İdil Biret'i harika çocuk olarak bağrımıza bastık, sınırlarımızın ötesindeki başarılarını yıllar boyu alkışladık. Beş yaşından beri piyanosunun tuşlarıyla özdeşleşti; Türkiye'nin adını bir kültür elçisi olarak dünyanın dört bir yanına taşıdı. Rekor sayıda uluslararası ödüller alıp, dünya genelinde milyonların sevgilisi, Türkiye'nin ulusal gururu oldu. Ülke içinde de en uzak köşelere gidip her türlü koşula katlanarak, sesi çıkmayan piyanolarda bile çaldı.
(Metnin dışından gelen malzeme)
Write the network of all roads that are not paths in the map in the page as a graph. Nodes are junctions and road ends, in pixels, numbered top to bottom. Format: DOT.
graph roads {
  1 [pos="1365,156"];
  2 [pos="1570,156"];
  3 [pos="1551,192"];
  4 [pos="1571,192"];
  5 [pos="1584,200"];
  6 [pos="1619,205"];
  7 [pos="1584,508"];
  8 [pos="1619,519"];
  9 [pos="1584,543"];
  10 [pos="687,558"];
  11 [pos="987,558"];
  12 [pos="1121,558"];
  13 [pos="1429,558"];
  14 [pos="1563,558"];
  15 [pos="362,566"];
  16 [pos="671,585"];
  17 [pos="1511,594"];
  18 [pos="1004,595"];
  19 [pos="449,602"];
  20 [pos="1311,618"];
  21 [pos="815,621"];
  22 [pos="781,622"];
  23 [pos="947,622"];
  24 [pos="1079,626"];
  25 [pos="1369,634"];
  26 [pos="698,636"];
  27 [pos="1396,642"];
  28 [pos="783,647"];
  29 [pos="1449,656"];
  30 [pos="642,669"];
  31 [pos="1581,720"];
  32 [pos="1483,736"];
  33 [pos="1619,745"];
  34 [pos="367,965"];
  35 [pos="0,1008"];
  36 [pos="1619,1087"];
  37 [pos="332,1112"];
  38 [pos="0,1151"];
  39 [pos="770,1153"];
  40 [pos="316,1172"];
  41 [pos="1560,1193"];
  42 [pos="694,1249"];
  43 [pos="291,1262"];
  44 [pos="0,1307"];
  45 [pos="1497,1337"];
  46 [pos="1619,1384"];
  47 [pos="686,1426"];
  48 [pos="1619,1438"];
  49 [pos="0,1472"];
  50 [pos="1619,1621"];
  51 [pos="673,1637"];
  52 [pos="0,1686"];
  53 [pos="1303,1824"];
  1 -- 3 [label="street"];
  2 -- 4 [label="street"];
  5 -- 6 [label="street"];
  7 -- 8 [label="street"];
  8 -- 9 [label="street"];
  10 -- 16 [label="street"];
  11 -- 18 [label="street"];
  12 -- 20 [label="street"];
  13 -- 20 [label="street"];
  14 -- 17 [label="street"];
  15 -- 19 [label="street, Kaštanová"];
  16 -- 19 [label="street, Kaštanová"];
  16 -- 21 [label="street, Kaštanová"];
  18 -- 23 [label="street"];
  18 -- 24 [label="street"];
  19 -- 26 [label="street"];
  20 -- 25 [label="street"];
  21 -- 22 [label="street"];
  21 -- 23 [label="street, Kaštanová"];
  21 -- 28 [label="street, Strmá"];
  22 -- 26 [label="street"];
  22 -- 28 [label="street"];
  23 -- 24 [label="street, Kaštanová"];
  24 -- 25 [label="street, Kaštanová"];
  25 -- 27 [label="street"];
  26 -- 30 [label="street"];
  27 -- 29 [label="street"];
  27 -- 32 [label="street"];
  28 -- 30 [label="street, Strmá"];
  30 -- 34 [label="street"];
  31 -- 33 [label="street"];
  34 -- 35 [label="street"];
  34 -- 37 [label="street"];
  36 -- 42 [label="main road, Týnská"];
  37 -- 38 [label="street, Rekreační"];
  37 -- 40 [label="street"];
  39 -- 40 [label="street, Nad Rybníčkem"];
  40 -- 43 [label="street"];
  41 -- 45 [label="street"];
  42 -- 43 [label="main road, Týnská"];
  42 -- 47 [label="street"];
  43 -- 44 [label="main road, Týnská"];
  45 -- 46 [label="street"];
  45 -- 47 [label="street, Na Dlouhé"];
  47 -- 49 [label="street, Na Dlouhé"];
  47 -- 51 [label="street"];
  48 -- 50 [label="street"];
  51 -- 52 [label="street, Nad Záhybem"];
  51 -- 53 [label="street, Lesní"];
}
Daha 2 yaşında müzik hayatına atılıp, 7 yaşına geldiğinde TBMM'de kendi adına çıkartılan özel yasayla 'Türkiye'nin Harika Çocuğu' unvanını alıp, Devlet tarafından Fransa'ya gönderilerek Paris Konservatuarı'nda eğitim hayatına başlayan, olağanüstü bir hafıza, mükemmel bir teknik ve yorumlama gücüyle dünyanın en geniş repertuarlı piyanisti unvanını taşıyan; 100'e yakın LP/CD'si ve 3 milyonu aşan satış rakamıyla 'Klasik Müzik' dünyasının en çok sevilen ve aranan yorumcularından ve rekor sayıda aldığı uluslarası ödüller ile Türkiye'nin ulusal gururu olan, Boğaziçi Üniversitesi, Eskişehir Anadolu Üniversitesi, Ortadoğu Teknik Üniversitesi, Hacettepe Üniversitesi gibi önemli kültür yuvaları tarafından 'Onursal Doktora' unvanlarıyla ödüllendiren, gençliği, güzelliği, hanımefendi zarafetiyle yıllara meydan okuyan, son derece sempatik, zeki, güler yüzlü, hoş ve espritüel, kendine özgü müthiş korteks kullanımıyla, Klasik Batı Müziğinin Piyano Virtüözü ve Devlet Sanatçımız ünlü piyanist İdil Biret ile sanatı, çalışmaları ve sanat ile ilgili planlarını konuştuk.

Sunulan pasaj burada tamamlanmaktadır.